## HOW TO COMPLETE THIS TASK
Return each entry below word for word, leaving out any image.

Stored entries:
• • • • • • •

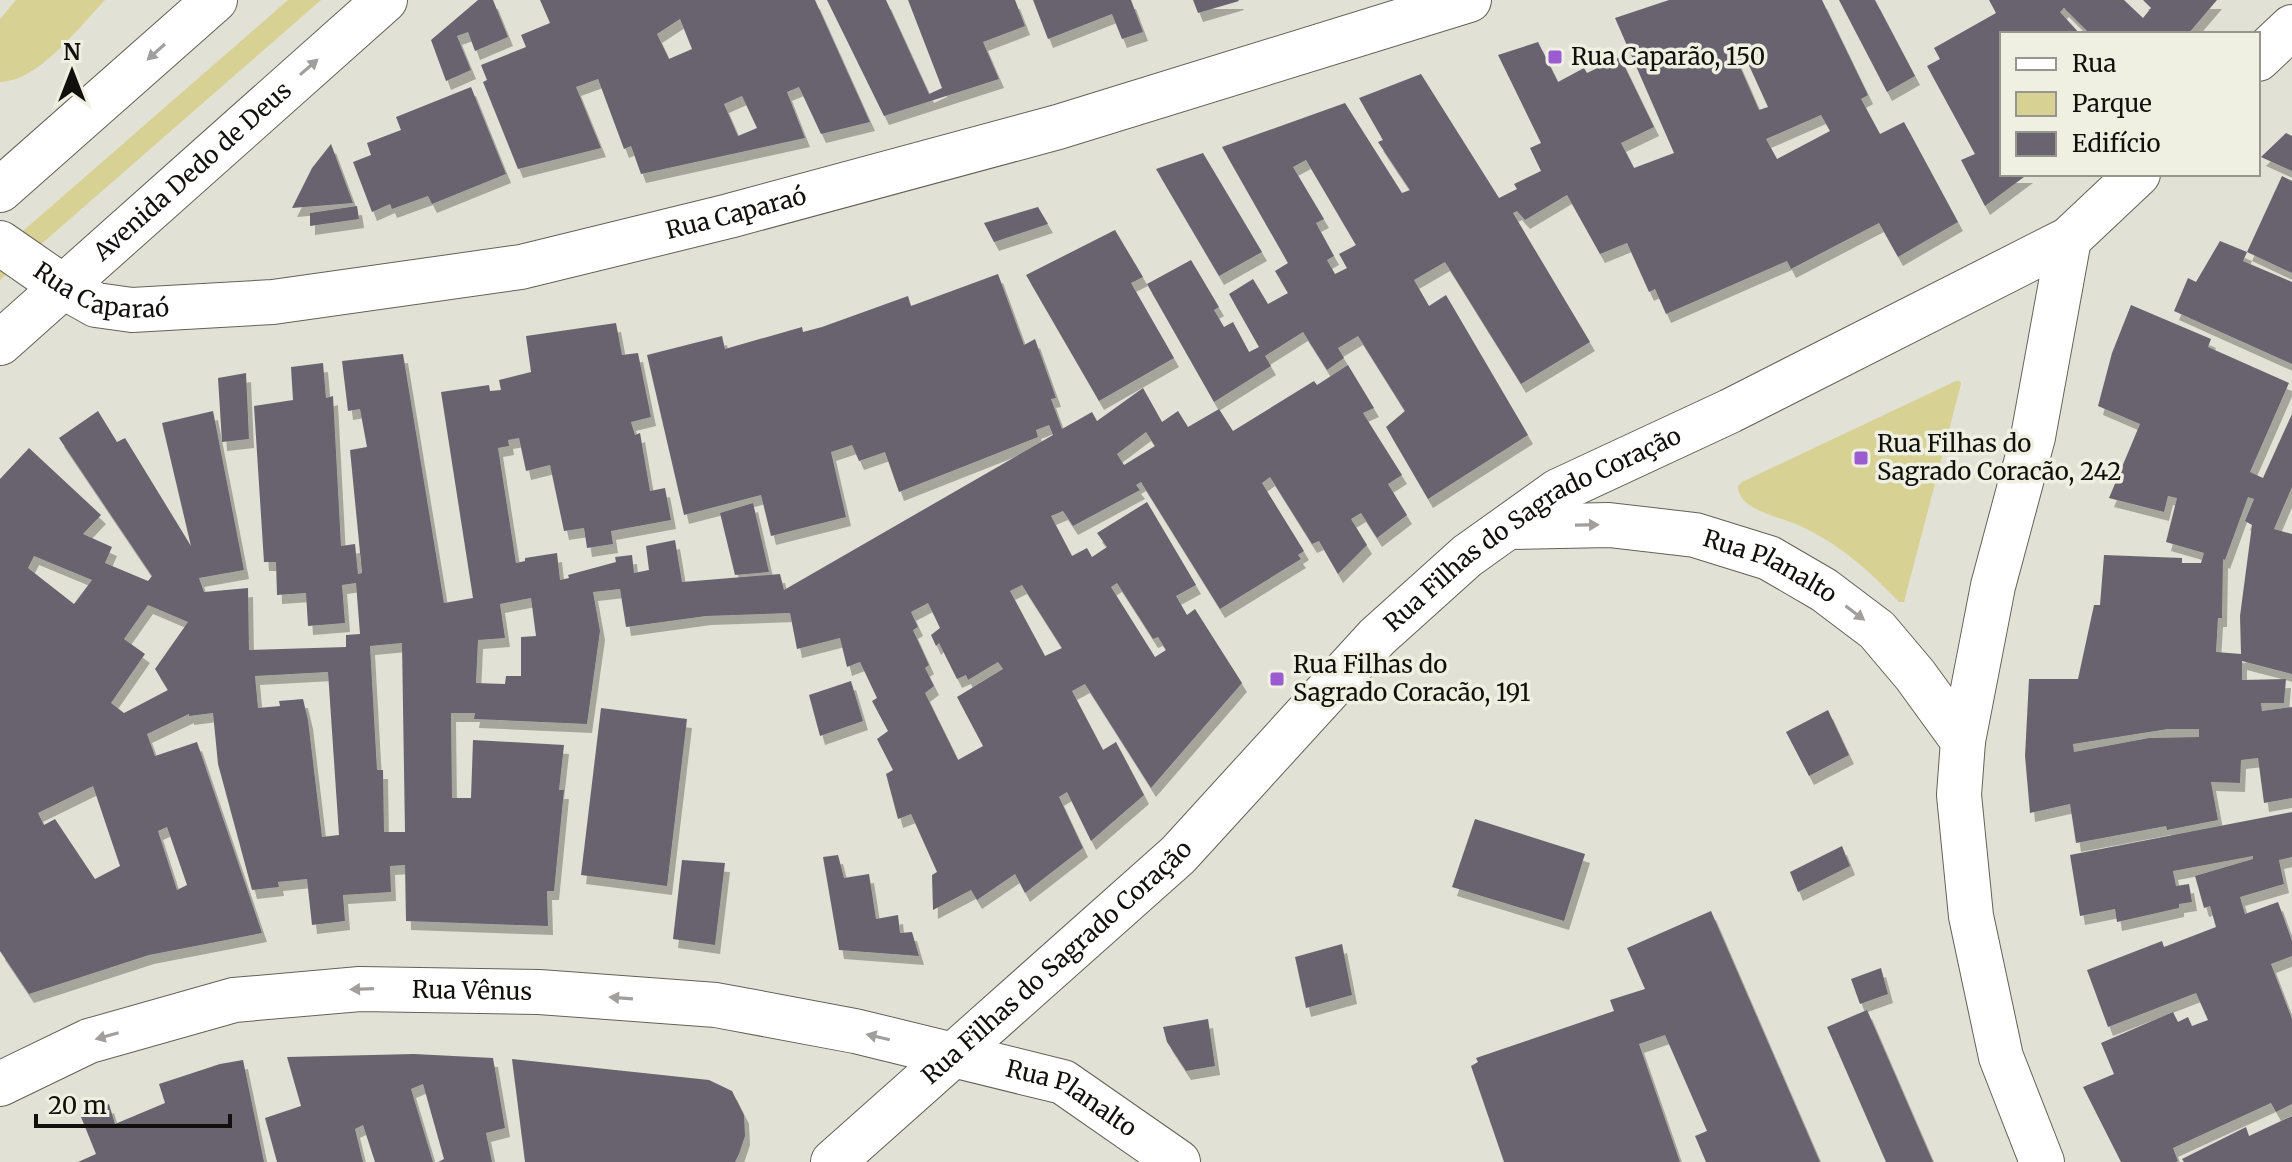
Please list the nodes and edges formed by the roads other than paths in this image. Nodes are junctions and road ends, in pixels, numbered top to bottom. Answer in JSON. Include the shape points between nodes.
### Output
{"nodes":[{"id":1,"x":215,"y":0,"type":"edge"},
{"id":2,"x":385,"y":0,"type":"edge"},
{"id":3,"x":1469,"y":0,"type":"edge"},
{"id":4,"x":2292,"y":27,"type":"edge"},
{"id":5,"x":2260,"y":57,"type":"edge"},
{"id":6,"x":2136,"y":176,"type":"edge"},
{"id":7,"x":0,"y":190,"type":"edge"},
{"id":8,"x":2069,"y":239,"type":"junction"},
{"id":9,"x":0,"y":243,"type":"edge"},
{"id":10,"x":62,"y":286,"type":"junction"},
{"id":11,"x":0,"y":343,"type":"edge"},
{"id":12,"x":1509,"y":527,"type":"junction"},
{"id":13,"x":1963,"y":741,"type":"junction"},
{"id":14,"x":954,"y":1054,"type":"junction"},
{"id":15,"x":0,"y":1084,"type":"edge"},
{"id":16,"x":833,"y":1162,"type":"edge"},
{"id":17,"x":1178,"y":1162,"type":"edge"},
{"id":18,"x":2042,"y":1162,"type":"edge"}],
"edges":[{"from":1,"to":7,"type":"street","one_way":true},
{"from":10,"to":2,"type":"street","name":"Avenida Dedo de Deus","one_way":true},
{"from":3,"to":10,"type":"street","name":"Rua Caparaó","via":[[1058,127],[521,267],[273,302],[179,309],[96,305]]},
{"from":4,"to":5,"type":"street"},
{"from":6,"to":8,"type":"street","name":"Rua Filhas do Sagrado Coração"},
{"from":8,"to":12,"type":"street","name":"Rua Filhas do Sagrado Coração","via":[[1730,411],[1558,491]]},
{"from":8,"to":13,"type":"street","via":[[2033,437],[1993,586]]},
{"from":9,"to":10,"type":"street","name":"Rua Caparaó"},
{"from":10,"to":11,"type":"street","name":"Avenida Dedo de Deus"},
{"from":12,"to":13,"type":"street","name":"Rua Planalto","one_way":true,"via":[[1609,525],[1695,535],[1769,558],[1877,630]]},
{"from":12,"to":14,"type":"street","name":"Rua Filhas do Sagrado Coração","via":[[1467,556],[1377,637],[1178,855]]},
{"from":13,"to":18,"type":"street","via":[[1959,795],[1971,916],[2001,1057]]},
{"from":14,"to":15,"type":"street","name":"Rua Vênus","one_way":true,"via":[[716,1005],[539,992],[360,989],[234,1000],[89,1041]]},
{"from":14,"to":16,"type":"street","name":"Rua Filhas do Sagrado Coração"},
{"from":14,"to":17,"type":"street","name":"Rua Planalto","via":[[1063,1082]]}]}
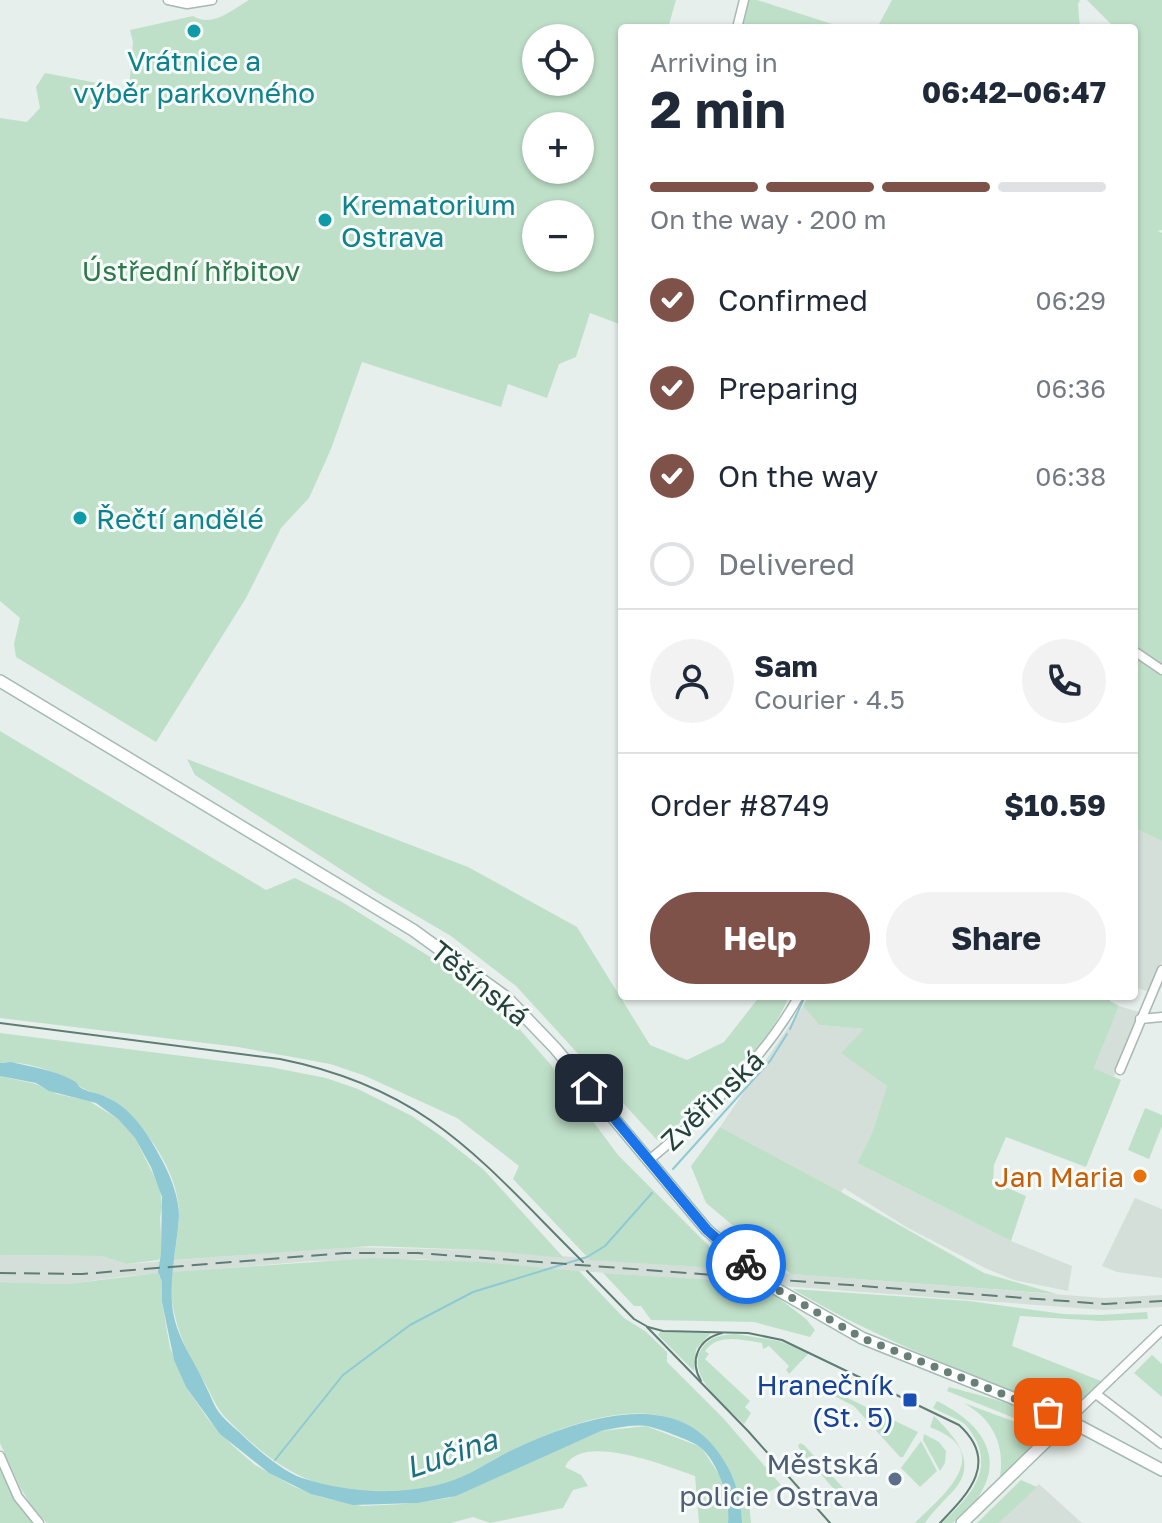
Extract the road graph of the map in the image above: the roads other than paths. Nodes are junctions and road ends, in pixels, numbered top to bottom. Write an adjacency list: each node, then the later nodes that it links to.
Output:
1 (168, 0): 2 (street)
2 (212, 0)
3 (744, 0): 4 (street)
4 (738, 24)
5 (1138, 654): 6 (street)
6 (1162, 670)
7 (0, 681): 13 (main road, Těšínská)
8 (1162, 970): 11 (street)
9 (797, 1000): 13 (street, Zvěřinská)
10 (1162, 1017): 11 (street)
11 (1140, 1019): 12 (street)
12 (1120, 1070)
13 (648, 1161): 16 (main road, Těšínská)
14 (1162, 1330): 15 (street)
15 (1096, 1394): 16 (street); 17 (street)
16 (1068, 1420): 19 (main road, Těšínská); 21 (main road)
17 (1162, 1444)
18 (0, 1456): 20 (street)
19 (1162, 1470)
20 (39, 1523)
21 (962, 1523)

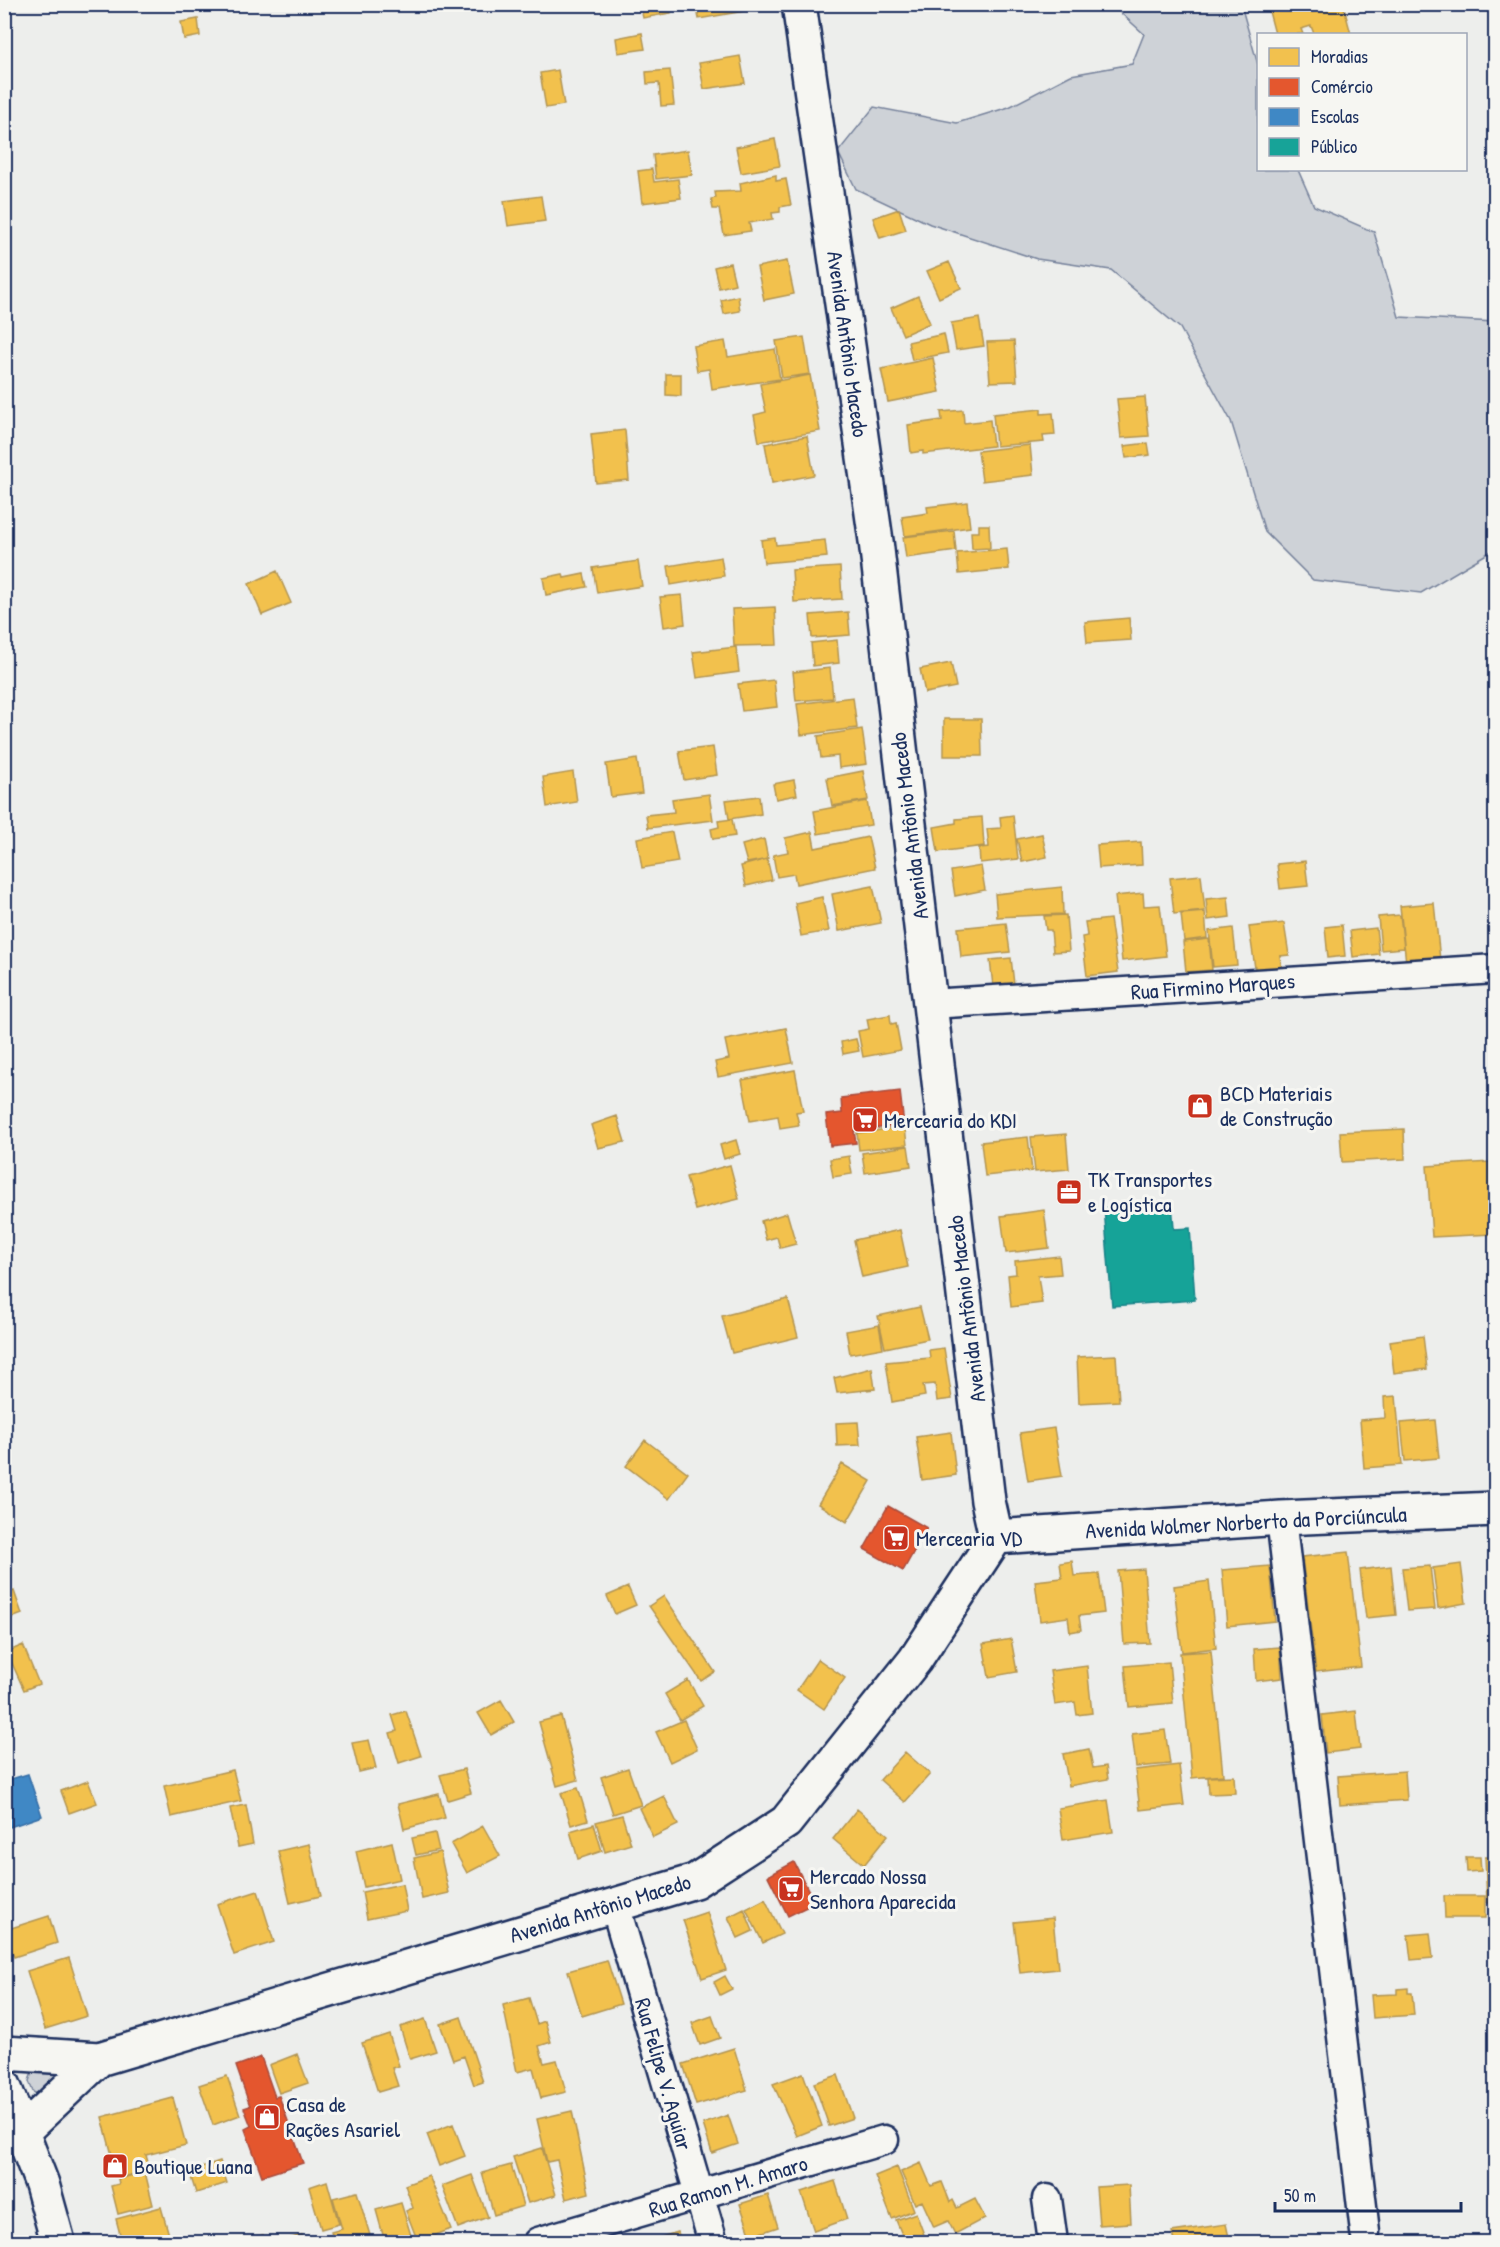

• • • • • • •

## OUTPUT OF THE EXERCISE
Please list the nodes and edges formed by the roads other than paths in this image. Nodes are junctions and road ends, in pixels, numbered top to bottom. Answer in JSON. Include the shape points between nodes.
### Output
{"nodes":[{"id":1,"x":215,"y":0,"type":"edge"},
{"id":2,"x":385,"y":0,"type":"edge"},
{"id":3,"x":1469,"y":0,"type":"edge"},
{"id":4,"x":2292,"y":27,"type":"edge"},
{"id":5,"x":2260,"y":57,"type":"edge"},
{"id":6,"x":2136,"y":176,"type":"edge"},
{"id":7,"x":0,"y":190,"type":"edge"},
{"id":8,"x":2069,"y":239,"type":"junction"},
{"id":9,"x":0,"y":243,"type":"edge"},
{"id":10,"x":62,"y":286,"type":"junction"},
{"id":11,"x":0,"y":343,"type":"edge"},
{"id":12,"x":1509,"y":527,"type":"junction"},
{"id":13,"x":1963,"y":741,"type":"junction"},
{"id":14,"x":954,"y":1054,"type":"junction"},
{"id":15,"x":0,"y":1084,"type":"edge"},
{"id":16,"x":833,"y":1162,"type":"edge"},
{"id":17,"x":1178,"y":1162,"type":"edge"},
{"id":18,"x":2042,"y":1162,"type":"edge"}],
"edges":[{"from":1,"to":7,"type":"street","one_way":true},
{"from":10,"to":2,"type":"street","name":"Avenida Dedo de Deus","one_way":true},
{"from":3,"to":10,"type":"street","name":"Rua Caparaó","via":[[1058,127],[521,267],[273,302],[179,309],[96,305]]},
{"from":4,"to":5,"type":"street"},
{"from":6,"to":8,"type":"street","name":"Rua Filhas do Sagrado Coração"},
{"from":8,"to":12,"type":"street","name":"Rua Filhas do Sagrado Coração","via":[[1730,411],[1558,491]]},
{"from":8,"to":13,"type":"street","via":[[2033,437],[1993,586]]},
{"from":9,"to":10,"type":"street","name":"Rua Caparaó"},
{"from":10,"to":11,"type":"street","name":"Avenida Dedo de Deus"},
{"from":12,"to":13,"type":"street","name":"Rua Planalto","one_way":true,"via":[[1609,525],[1695,535],[1769,558],[1877,630]]},
{"from":12,"to":14,"type":"street","name":"Rua Filhas do Sagrado Coração","via":[[1467,556],[1377,637],[1178,855]]},
{"from":13,"to":18,"type":"street","via":[[1959,795],[1971,916],[2001,1057]]},
{"from":14,"to":15,"type":"street","name":"Rua Vênus","one_way":true,"via":[[716,1005],[539,992],[360,989],[234,1000],[89,1041]]},
{"from":14,"to":16,"type":"street","name":"Rua Filhas do Sagrado Coração"},
{"from":14,"to":17,"type":"street","name":"Rua Planalto","via":[[1063,1082]]}]}
Extract the road graph of the map in the image above: the roads other than paths. Nodes are junctions and road ends, in pixels, numbered top to bottom. Write an adjacency list: each node, then the later nodes that it links to.
Output:
1 (168, 0): 2 (street)
2 (212, 0)
3 (744, 0): 4 (street)
4 (738, 24)
5 (1138, 654): 6 (street)
6 (1162, 670)
7 (0, 681): 13 (main road, Těšínská)
8 (1162, 970): 11 (street)
9 (797, 1000): 13 (street, Zvěřinská)
10 (1162, 1017): 11 (street)
11 (1140, 1019): 12 (street)
12 (1120, 1070)
13 (648, 1161): 16 (main road, Těšínská)
14 (1162, 1330): 15 (street)
15 (1096, 1394): 16 (street); 17 (street)
16 (1068, 1420): 19 (main road, Těšínská); 21 (main road)
17 (1162, 1444)
18 (0, 1456): 20 (street)
19 (1162, 1470)
20 (39, 1523)
21 (962, 1523)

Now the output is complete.